Allen Institute for AI Delivers Enhanced Research Experience to Scholars

How AI2 used the Appen Platform for Semantic Scholar, an AI-powered academic search engine, to improve the quality of its novel citation intent feature with crowdsourcing

 We were able to quickly go through different iterations of annotation tasks with our crowd workers and understand what was working and what wasn’t. The fact that the quality control features are already built into the Appen platform makes task setup even easier.

– Madeleine van Zuylen, Data Science Analyst, Allen Institute for AI

The Company

The Allen Institute for AI (AI2) is a nonprofit research institute founded in 2014 by the late Paul Allen. AI2’s team of researchers and engineers pursue high-impact AI projects for the common good. Semantic Scholar’s mission is to accelerate scientific breakthroughs by using AI to help scholars locate and understand the right research, make important connections, and overcome information overload.

The Challenge

AI2 Citations

Semantic Scholar launched a citation intent feature to enable researchers to discover related academic papers using classifications for cited work. This feature displays classifications of background information, methods, and results on a source paper’s page for each subsequent article citing this source paper’s work. These classifications provide users with an understanding of why one research paper cites another and allows them to quickly discern if a cited paper is relevant to their interests.

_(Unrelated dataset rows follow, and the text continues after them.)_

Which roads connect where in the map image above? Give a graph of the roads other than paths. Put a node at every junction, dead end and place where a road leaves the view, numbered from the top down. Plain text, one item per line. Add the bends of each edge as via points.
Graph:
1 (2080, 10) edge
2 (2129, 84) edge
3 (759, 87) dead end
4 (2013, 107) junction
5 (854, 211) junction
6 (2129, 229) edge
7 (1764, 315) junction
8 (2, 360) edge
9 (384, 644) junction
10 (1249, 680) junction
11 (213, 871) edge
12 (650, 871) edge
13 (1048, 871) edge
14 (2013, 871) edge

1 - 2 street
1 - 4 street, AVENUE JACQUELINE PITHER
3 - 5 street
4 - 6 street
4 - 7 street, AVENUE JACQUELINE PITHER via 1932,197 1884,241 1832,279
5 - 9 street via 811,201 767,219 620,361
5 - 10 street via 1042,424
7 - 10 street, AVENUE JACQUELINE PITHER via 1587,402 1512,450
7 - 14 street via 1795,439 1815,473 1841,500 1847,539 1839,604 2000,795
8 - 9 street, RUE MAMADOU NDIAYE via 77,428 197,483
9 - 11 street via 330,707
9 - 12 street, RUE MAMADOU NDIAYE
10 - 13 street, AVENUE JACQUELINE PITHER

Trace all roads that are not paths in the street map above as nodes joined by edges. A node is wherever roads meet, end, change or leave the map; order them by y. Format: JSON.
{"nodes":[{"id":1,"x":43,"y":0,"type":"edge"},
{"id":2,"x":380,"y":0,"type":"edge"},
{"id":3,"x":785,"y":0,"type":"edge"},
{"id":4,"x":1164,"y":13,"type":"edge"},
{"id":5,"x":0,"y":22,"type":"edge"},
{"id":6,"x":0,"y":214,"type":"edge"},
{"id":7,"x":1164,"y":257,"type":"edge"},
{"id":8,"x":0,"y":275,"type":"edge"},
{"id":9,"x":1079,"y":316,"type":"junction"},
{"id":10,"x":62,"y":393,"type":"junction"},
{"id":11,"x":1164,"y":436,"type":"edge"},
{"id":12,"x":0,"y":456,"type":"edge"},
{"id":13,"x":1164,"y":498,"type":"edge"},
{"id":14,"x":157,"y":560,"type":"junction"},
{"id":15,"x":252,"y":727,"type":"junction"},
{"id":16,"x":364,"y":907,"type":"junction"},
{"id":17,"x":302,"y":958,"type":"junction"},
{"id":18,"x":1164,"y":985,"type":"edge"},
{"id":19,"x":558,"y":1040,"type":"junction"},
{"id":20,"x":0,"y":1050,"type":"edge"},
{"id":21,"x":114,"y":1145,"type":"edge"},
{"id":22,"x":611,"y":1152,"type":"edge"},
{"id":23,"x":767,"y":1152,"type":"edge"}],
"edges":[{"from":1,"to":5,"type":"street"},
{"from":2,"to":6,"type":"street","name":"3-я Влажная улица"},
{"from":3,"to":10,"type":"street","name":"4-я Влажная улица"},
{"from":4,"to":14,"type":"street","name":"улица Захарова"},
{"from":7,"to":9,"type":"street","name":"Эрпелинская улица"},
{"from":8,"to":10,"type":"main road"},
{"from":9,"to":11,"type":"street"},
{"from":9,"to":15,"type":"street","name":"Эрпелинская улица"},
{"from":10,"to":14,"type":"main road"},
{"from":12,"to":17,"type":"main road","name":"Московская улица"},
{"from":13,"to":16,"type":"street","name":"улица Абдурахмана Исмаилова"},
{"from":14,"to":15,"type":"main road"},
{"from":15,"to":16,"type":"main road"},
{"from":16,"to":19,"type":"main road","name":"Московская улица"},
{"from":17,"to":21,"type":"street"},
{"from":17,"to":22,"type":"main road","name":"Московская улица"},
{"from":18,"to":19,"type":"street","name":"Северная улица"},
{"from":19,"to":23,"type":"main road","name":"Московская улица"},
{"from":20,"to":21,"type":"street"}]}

To achieve the accurate labeling necessary to launch this feature, AI2 required access to annotators on a large scale.

The Solution

Initially, the Semantic Scholar team at AI2 worked with us to add content to the Semantic Scholar corpus before moving into data extraction. Two use cases were citation intent labeling and abstract labeling, two of the key features that make Semantic Scholar the leading AI-powered platform for discovering academic research.

The Appen Platform was used to build a dataset of labeled sentences from research papers that were then fed into a machine learning model and trained to label sentences accurately. With our help, AI2 was able to quickly set up a task for annotators, launch it, and efficiently understand how annotators were performing at the task— allowing for rapid adjustments as needed. We also made it possible to easily select different types of crowds based on language or other required factors for added customization. The citation intent feature now covers over 10 million papers and classifies over 100 million citations.

The Result

We were thrilled to achieve our desired level of quality at the scale that we needed on the Appen platform to train our new citation intent classification model.

– Sebastian Kohlmeier, Sr. Manager – Business Operations, Allen Institute for AI

With the ease-of-use of our platform, AI2 can now run through jobs quickly and receive real-time feedback through aggregated reports, a significant time-saver. Our platform also delivered excellent accuracy – the citation intent task was over 80% and increased over several task iterations.

Ultimately, these efforts have positively impacted the Semantic Scholar user experience by providing greater accessibility to quality academic research. Today, eight million scholars globally use the site each month, interacting with citation intent and other AI-powered features.

The Semantic Scholar team is now working with us to expand into future use cases. We are also proud to be partners with AI2 in supporting fair pay and pay transparency with crowd workers across the globe.